--- START ---

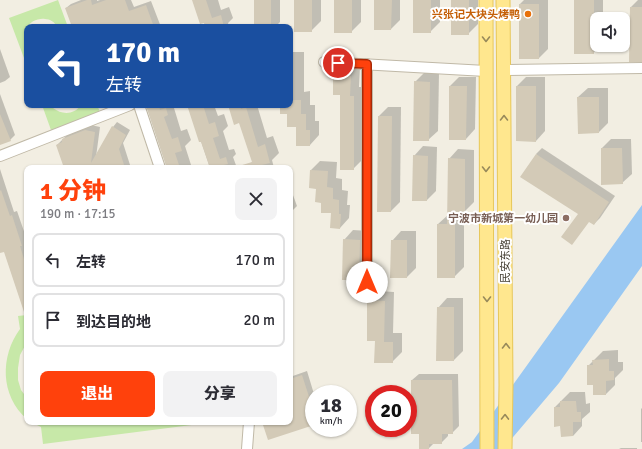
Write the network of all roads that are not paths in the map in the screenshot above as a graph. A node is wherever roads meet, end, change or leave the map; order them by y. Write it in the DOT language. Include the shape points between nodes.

--- END ---
--- START ---

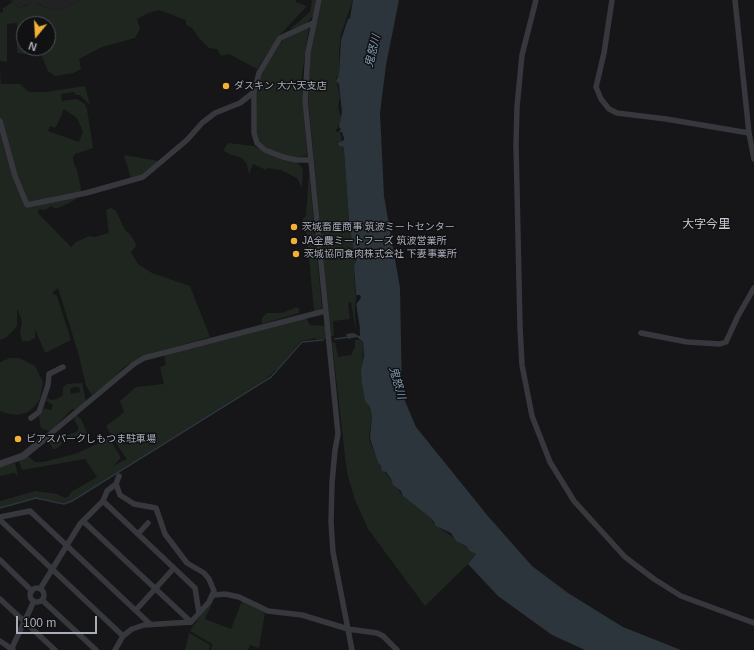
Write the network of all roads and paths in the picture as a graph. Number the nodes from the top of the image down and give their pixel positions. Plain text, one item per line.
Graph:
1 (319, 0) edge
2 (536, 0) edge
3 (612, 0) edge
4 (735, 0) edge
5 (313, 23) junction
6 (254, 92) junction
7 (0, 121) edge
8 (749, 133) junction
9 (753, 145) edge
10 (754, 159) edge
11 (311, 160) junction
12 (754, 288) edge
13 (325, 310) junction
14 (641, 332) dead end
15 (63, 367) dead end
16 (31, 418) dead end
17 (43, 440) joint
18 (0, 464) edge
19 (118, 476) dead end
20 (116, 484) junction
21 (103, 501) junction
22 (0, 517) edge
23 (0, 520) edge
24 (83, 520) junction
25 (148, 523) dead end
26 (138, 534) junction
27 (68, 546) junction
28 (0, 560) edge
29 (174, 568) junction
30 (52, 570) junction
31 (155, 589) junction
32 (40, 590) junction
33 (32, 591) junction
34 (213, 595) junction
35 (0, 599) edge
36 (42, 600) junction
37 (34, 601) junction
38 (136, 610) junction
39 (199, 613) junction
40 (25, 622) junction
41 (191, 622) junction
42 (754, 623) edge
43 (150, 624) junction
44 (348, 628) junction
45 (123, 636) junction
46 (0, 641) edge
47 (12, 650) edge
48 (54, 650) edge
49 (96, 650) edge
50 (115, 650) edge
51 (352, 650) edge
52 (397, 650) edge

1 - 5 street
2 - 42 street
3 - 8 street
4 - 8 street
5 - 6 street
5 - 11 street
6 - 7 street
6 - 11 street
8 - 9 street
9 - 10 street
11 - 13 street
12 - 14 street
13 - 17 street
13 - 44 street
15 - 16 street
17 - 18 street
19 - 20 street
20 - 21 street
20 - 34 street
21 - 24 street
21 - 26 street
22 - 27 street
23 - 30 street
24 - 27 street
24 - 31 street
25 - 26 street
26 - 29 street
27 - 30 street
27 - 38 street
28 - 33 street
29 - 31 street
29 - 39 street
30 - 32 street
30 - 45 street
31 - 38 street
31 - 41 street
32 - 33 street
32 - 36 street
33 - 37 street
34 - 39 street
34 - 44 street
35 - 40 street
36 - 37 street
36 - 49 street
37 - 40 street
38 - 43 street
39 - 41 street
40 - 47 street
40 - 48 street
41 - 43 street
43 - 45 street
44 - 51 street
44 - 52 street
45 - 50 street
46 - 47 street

--- END ---

» **What is expected**
Gather up the lines containing the word "network" from these records and copy them.

» **Task response**
Write the network of all roads that are not paths in the map in the screenshot above as a graph. A node is wherever roads meet, end, change or leave the map; order them by y. Write it in the DOT language. Include the shape points between nodes.
Write the network of all roads and paths in the picture as a graph. Number the nodes from the top of the image down and give their pixel positions. Plain text, one item per line.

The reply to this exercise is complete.